What is needed here is an exact copy of all the records below.

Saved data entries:
┄┄┄┄┄┄┄┄┄┄
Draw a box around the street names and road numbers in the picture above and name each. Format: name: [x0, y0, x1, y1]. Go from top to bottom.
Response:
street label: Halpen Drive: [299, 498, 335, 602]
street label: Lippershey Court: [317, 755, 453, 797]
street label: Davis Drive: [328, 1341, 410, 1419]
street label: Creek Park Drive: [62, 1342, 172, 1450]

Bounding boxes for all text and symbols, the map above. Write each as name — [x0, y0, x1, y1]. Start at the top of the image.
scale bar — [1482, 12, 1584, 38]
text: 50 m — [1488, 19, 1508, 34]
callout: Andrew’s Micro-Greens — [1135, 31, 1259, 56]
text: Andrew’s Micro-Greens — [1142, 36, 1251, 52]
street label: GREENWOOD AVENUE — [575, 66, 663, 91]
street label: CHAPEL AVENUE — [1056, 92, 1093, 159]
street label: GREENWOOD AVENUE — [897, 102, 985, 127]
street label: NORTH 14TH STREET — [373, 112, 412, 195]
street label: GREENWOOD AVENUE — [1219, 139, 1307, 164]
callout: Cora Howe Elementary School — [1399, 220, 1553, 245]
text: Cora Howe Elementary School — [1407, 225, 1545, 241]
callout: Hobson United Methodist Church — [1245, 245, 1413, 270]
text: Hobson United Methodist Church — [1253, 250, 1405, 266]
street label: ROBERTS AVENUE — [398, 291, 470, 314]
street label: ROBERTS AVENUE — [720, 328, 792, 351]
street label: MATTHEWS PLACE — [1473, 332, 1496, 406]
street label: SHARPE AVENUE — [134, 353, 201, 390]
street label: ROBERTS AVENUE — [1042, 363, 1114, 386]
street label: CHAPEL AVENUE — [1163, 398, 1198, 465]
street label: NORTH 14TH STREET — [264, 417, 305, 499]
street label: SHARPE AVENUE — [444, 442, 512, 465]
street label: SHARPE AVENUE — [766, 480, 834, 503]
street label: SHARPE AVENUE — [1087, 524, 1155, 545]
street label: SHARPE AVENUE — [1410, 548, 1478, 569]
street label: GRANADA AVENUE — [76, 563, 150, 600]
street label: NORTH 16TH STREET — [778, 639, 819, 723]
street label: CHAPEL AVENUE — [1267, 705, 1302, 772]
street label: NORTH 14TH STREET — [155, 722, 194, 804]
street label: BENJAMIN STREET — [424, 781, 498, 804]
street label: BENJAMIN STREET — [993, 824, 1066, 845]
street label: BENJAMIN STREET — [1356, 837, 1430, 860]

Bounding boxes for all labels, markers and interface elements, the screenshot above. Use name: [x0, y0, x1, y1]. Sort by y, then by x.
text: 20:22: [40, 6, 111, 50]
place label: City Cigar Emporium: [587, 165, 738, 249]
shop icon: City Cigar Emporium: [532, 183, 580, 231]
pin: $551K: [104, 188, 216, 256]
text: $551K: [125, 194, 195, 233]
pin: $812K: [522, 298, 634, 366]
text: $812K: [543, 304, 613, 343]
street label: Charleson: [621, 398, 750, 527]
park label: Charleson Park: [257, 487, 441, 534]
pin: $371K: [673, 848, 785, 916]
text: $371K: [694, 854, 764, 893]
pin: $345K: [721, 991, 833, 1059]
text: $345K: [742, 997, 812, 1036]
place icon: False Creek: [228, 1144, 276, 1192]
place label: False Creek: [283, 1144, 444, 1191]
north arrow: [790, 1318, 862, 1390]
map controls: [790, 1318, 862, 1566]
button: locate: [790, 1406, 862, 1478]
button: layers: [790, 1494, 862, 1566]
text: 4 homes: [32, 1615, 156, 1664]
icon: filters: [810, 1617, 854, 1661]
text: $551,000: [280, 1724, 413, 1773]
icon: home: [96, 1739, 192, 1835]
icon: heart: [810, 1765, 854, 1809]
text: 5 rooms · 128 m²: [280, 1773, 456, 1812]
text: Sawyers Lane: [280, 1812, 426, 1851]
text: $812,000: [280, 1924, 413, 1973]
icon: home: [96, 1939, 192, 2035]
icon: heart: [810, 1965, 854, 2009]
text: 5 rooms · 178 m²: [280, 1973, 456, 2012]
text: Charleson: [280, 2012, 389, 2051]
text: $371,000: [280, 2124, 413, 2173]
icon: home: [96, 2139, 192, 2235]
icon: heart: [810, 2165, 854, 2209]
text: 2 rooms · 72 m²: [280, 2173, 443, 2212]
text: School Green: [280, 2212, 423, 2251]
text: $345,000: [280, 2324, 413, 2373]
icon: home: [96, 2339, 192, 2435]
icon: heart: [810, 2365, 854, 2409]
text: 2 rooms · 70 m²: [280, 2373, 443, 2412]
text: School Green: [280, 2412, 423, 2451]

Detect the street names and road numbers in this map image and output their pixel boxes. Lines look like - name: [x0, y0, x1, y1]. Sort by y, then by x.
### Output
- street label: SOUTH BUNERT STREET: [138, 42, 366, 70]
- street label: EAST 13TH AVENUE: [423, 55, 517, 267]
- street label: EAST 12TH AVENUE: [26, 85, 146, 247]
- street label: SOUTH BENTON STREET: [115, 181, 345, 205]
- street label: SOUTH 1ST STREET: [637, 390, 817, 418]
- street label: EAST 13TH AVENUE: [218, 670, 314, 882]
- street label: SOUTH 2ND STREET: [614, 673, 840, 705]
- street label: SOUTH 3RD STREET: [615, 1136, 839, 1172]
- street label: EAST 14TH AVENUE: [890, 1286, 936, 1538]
┄┄┄┄┄┄┄┄┄┄
ANSWER BOX
Draw a box around the street names and road numbers in the picture above and name each. Format: name: [x0, y0, x1, y1]. Go from top to bottom.
Response:
street label: Halpen Drive: [299, 498, 335, 602]
street label: Lippershey Court: [317, 755, 453, 797]
street label: Davis Drive: [328, 1341, 410, 1419]
street label: Creek Park Drive: [62, 1342, 172, 1450]

Bounding boxes for all text and symbols, the map above. Write each as name — [x0, y0, x1, y1]. Start at the top of the image.
scale bar — [1482, 12, 1584, 38]
text: 50 m — [1488, 19, 1508, 34]
callout: Andrew’s Micro-Greens — [1135, 31, 1259, 56]
text: Andrew’s Micro-Greens — [1142, 36, 1251, 52]
street label: GREENWOOD AVENUE — [575, 66, 663, 91]
street label: CHAPEL AVENUE — [1056, 92, 1093, 159]
street label: GREENWOOD AVENUE — [897, 102, 985, 127]
street label: NORTH 14TH STREET — [373, 112, 412, 195]
street label: GREENWOOD AVENUE — [1219, 139, 1307, 164]
callout: Cora Howe Elementary School — [1399, 220, 1553, 245]
text: Cora Howe Elementary School — [1407, 225, 1545, 241]
callout: Hobson United Methodist Church — [1245, 245, 1413, 270]
text: Hobson United Methodist Church — [1253, 250, 1405, 266]
street label: ROBERTS AVENUE — [398, 291, 470, 314]
street label: ROBERTS AVENUE — [720, 328, 792, 351]
street label: MATTHEWS PLACE — [1473, 332, 1496, 406]
street label: SHARPE AVENUE — [134, 353, 201, 390]
street label: ROBERTS AVENUE — [1042, 363, 1114, 386]
street label: CHAPEL AVENUE — [1163, 398, 1198, 465]
street label: NORTH 14TH STREET — [264, 417, 305, 499]
street label: SHARPE AVENUE — [444, 442, 512, 465]
street label: SHARPE AVENUE — [766, 480, 834, 503]
street label: SHARPE AVENUE — [1087, 524, 1155, 545]
street label: SHARPE AVENUE — [1410, 548, 1478, 569]
street label: GRANADA AVENUE — [76, 563, 150, 600]
street label: NORTH 16TH STREET — [778, 639, 819, 723]
street label: CHAPEL AVENUE — [1267, 705, 1302, 772]
street label: NORTH 14TH STREET — [155, 722, 194, 804]
street label: BENJAMIN STREET — [424, 781, 498, 804]
street label: BENJAMIN STREET — [993, 824, 1066, 845]
street label: BENJAMIN STREET — [1356, 837, 1430, 860]

Bounding boxes for all labels, markers and interface elements, the screenshot above. Use name: [x0, y0, x1, y1]. Sort by y, then by x.
text: 20:22: [40, 6, 111, 50]
place label: City Cigar Emporium: [587, 165, 738, 249]
shop icon: City Cigar Emporium: [532, 183, 580, 231]
pin: $551K: [104, 188, 216, 256]
text: $551K: [125, 194, 195, 233]
pin: $812K: [522, 298, 634, 366]
text: $812K: [543, 304, 613, 343]
street label: Charleson: [621, 398, 750, 527]
park label: Charleson Park: [257, 487, 441, 534]
pin: $371K: [673, 848, 785, 916]
text: $371K: [694, 854, 764, 893]
pin: $345K: [721, 991, 833, 1059]
text: $345K: [742, 997, 812, 1036]
place icon: False Creek: [228, 1144, 276, 1192]
place label: False Creek: [283, 1144, 444, 1191]
north arrow: [790, 1318, 862, 1390]
map controls: [790, 1318, 862, 1566]
button: locate: [790, 1406, 862, 1478]
button: layers: [790, 1494, 862, 1566]
text: 4 homes: [32, 1615, 156, 1664]
icon: filters: [810, 1617, 854, 1661]
text: $551,000: [280, 1724, 413, 1773]
icon: home: [96, 1739, 192, 1835]
icon: heart: [810, 1765, 854, 1809]
text: 5 rooms · 128 m²: [280, 1773, 456, 1812]
text: Sawyers Lane: [280, 1812, 426, 1851]
text: $812,000: [280, 1924, 413, 1973]
icon: home: [96, 1939, 192, 2035]
icon: heart: [810, 1965, 854, 2009]
text: 5 rooms · 178 m²: [280, 1973, 456, 2012]
text: Charleson: [280, 2012, 389, 2051]
text: $371,000: [280, 2124, 413, 2173]
icon: home: [96, 2139, 192, 2235]
icon: heart: [810, 2165, 854, 2209]
text: 2 rooms · 72 m²: [280, 2173, 443, 2212]
text: School Green: [280, 2212, 423, 2251]
text: $345,000: [280, 2324, 413, 2373]
icon: home: [96, 2339, 192, 2435]
icon: heart: [810, 2365, 854, 2409]
text: 2 rooms · 70 m²: [280, 2373, 443, 2412]
text: School Green: [280, 2412, 423, 2451]

Detect the street names and road numbers in this map image and output their pixel boxes. Lines look like - name: [x0, y0, x1, y1]. Sort by y, then by x.
### Output
- street label: SOUTH BUNERT STREET: [138, 42, 366, 70]
- street label: EAST 13TH AVENUE: [423, 55, 517, 267]
- street label: EAST 12TH AVENUE: [26, 85, 146, 247]
- street label: SOUTH BENTON STREET: [115, 181, 345, 205]
- street label: SOUTH 1ST STREET: [637, 390, 817, 418]
- street label: EAST 13TH AVENUE: [218, 670, 314, 882]
- street label: SOUTH 2ND STREET: [614, 673, 840, 705]
- street label: SOUTH 3RD STREET: [615, 1136, 839, 1172]
- street label: EAST 14TH AVENUE: [890, 1286, 936, 1538]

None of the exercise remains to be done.